Task details: Wherever "Tangka" appears in a line of the records below, count that line, and report only the number.

Data supplied:
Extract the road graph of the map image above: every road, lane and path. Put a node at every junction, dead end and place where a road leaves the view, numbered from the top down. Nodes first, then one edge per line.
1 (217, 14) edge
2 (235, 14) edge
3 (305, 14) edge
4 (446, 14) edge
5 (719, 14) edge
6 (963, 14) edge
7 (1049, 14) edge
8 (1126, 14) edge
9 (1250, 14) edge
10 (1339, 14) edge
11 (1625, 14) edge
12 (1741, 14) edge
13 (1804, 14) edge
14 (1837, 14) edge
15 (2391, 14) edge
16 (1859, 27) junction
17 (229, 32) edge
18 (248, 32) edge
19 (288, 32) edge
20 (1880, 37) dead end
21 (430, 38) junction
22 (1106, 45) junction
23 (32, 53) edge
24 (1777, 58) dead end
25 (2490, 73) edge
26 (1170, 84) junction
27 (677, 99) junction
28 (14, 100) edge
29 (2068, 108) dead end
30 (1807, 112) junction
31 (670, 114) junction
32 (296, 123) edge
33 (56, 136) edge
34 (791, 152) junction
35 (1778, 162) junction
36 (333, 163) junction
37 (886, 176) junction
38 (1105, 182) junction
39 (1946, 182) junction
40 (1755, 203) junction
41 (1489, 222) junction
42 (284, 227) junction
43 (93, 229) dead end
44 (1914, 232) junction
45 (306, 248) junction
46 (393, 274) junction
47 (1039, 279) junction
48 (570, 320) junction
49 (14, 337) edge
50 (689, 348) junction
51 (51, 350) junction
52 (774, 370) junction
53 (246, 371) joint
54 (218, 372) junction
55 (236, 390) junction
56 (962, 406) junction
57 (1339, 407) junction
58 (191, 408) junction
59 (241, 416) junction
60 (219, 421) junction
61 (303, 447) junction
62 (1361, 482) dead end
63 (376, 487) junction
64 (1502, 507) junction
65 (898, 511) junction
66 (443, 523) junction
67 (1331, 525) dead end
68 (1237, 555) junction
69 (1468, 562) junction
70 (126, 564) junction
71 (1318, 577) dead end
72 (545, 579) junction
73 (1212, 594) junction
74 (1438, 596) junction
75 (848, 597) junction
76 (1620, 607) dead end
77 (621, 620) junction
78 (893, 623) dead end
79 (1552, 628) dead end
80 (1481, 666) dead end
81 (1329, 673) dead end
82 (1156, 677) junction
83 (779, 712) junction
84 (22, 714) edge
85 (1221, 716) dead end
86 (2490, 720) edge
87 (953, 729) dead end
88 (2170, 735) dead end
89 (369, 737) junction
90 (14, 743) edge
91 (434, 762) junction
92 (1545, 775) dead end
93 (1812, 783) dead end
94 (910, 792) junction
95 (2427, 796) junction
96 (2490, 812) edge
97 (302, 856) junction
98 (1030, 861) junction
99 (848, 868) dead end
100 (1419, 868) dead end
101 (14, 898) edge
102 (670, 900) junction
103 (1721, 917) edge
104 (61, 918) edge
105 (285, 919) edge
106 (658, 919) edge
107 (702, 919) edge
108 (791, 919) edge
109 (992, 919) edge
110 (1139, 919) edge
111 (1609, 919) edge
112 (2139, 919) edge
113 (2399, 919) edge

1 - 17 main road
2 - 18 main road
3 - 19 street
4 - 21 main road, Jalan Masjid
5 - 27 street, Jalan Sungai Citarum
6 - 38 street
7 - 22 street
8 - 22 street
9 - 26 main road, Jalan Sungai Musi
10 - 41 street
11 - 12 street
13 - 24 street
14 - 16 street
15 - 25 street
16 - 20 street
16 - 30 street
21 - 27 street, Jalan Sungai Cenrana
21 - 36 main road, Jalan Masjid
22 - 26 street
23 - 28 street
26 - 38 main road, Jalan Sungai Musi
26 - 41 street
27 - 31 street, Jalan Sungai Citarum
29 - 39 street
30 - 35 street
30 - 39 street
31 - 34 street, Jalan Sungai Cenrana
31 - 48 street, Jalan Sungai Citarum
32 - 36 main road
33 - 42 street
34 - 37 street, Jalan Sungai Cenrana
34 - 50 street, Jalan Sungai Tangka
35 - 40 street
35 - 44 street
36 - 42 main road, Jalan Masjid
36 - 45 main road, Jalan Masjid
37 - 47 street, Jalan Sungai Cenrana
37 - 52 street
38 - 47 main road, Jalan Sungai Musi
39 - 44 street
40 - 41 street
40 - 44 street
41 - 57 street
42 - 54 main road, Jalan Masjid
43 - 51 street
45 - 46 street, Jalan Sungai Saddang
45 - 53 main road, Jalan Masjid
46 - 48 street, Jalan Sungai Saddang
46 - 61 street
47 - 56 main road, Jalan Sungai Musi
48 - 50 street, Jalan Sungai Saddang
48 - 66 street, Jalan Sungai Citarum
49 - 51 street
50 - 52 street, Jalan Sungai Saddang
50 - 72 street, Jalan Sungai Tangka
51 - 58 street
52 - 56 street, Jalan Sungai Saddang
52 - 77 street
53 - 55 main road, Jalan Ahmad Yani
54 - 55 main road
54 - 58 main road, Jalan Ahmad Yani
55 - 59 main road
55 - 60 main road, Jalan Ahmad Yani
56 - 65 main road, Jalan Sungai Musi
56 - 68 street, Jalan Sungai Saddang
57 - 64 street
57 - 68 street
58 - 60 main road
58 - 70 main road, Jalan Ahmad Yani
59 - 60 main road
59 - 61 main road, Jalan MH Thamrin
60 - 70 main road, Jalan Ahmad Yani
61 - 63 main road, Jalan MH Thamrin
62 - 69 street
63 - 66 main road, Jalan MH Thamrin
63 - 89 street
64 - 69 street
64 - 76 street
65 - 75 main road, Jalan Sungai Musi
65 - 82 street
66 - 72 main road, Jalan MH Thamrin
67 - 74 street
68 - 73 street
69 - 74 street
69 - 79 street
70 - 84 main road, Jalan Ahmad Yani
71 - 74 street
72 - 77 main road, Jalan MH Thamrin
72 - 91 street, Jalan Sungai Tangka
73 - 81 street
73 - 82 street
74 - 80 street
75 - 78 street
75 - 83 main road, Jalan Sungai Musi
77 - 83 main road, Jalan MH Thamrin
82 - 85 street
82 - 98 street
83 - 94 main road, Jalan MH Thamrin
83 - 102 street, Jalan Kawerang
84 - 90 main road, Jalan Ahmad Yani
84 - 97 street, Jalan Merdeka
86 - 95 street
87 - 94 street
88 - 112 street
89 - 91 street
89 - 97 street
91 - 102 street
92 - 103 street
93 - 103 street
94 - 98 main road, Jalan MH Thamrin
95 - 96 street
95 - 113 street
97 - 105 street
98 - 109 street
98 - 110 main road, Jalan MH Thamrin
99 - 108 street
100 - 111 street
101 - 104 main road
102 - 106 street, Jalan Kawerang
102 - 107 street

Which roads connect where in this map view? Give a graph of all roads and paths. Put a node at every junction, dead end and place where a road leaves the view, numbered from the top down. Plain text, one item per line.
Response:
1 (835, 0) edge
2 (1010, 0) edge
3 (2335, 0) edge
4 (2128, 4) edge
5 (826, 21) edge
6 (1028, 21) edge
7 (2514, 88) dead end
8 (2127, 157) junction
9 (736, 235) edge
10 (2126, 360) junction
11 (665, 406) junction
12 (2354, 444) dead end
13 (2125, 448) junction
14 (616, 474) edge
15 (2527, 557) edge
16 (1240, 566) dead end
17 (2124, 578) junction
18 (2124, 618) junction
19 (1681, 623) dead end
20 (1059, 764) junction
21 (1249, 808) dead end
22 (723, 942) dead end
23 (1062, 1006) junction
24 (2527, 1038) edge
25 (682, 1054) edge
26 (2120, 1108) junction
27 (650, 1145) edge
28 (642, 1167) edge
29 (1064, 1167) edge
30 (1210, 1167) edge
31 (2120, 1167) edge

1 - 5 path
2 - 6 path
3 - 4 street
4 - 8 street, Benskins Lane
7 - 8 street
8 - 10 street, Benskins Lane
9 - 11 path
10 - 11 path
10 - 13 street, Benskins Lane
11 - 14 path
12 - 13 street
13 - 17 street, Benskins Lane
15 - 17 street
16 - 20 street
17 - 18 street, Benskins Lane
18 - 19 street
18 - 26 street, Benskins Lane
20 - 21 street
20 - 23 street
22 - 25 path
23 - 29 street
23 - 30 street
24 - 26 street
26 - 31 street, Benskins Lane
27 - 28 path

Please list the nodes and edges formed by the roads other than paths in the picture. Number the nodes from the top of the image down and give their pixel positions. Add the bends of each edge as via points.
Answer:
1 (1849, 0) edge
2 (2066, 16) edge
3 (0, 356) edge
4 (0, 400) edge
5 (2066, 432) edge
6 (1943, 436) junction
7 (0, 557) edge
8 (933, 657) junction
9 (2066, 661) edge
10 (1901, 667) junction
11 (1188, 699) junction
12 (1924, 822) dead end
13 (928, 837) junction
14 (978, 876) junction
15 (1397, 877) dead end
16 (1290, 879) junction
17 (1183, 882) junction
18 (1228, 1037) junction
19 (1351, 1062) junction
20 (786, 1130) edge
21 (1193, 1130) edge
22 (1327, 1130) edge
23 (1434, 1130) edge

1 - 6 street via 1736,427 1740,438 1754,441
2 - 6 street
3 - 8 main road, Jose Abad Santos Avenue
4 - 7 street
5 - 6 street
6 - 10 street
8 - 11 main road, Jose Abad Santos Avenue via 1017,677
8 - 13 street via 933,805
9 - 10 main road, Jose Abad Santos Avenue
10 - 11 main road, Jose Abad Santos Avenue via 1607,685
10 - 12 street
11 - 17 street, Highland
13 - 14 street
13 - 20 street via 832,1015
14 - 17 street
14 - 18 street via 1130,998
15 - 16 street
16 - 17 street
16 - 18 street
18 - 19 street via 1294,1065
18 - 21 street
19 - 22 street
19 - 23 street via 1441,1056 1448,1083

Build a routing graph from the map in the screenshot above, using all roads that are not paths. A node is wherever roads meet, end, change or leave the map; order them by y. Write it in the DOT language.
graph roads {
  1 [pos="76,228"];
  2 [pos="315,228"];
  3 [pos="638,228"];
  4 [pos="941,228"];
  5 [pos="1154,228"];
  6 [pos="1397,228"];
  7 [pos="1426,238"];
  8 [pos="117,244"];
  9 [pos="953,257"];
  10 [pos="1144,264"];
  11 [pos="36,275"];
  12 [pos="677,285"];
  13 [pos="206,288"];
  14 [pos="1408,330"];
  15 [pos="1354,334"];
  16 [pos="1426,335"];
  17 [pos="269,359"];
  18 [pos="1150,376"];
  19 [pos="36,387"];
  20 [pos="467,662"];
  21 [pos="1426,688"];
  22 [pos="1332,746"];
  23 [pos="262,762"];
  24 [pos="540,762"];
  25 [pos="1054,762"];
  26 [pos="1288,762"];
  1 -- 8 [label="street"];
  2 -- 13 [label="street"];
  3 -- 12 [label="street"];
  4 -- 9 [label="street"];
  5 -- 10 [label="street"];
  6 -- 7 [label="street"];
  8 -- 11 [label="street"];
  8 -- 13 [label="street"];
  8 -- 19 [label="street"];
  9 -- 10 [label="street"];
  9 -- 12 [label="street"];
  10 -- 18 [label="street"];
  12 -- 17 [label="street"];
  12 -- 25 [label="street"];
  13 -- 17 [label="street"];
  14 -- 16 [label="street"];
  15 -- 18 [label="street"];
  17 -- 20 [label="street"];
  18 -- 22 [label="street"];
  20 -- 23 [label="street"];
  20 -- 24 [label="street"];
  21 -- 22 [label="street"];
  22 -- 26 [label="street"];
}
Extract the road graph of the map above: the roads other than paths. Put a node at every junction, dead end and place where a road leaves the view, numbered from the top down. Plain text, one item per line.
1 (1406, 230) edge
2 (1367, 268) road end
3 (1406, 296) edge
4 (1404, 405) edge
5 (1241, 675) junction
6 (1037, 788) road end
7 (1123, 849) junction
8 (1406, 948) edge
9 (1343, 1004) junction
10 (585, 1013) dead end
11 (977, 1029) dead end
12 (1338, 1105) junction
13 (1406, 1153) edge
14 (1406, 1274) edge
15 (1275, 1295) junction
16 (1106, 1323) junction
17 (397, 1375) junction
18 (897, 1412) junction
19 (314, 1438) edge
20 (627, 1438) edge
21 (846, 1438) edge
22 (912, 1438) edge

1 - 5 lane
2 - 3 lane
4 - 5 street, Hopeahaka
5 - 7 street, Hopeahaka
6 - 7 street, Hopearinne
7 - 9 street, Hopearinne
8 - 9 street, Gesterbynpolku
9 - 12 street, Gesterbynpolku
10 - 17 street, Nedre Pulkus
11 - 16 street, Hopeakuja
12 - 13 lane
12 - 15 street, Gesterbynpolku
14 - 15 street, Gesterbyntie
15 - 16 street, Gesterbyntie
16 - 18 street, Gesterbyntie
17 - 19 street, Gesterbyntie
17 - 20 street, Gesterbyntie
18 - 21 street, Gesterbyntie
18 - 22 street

Output of the exercise: 3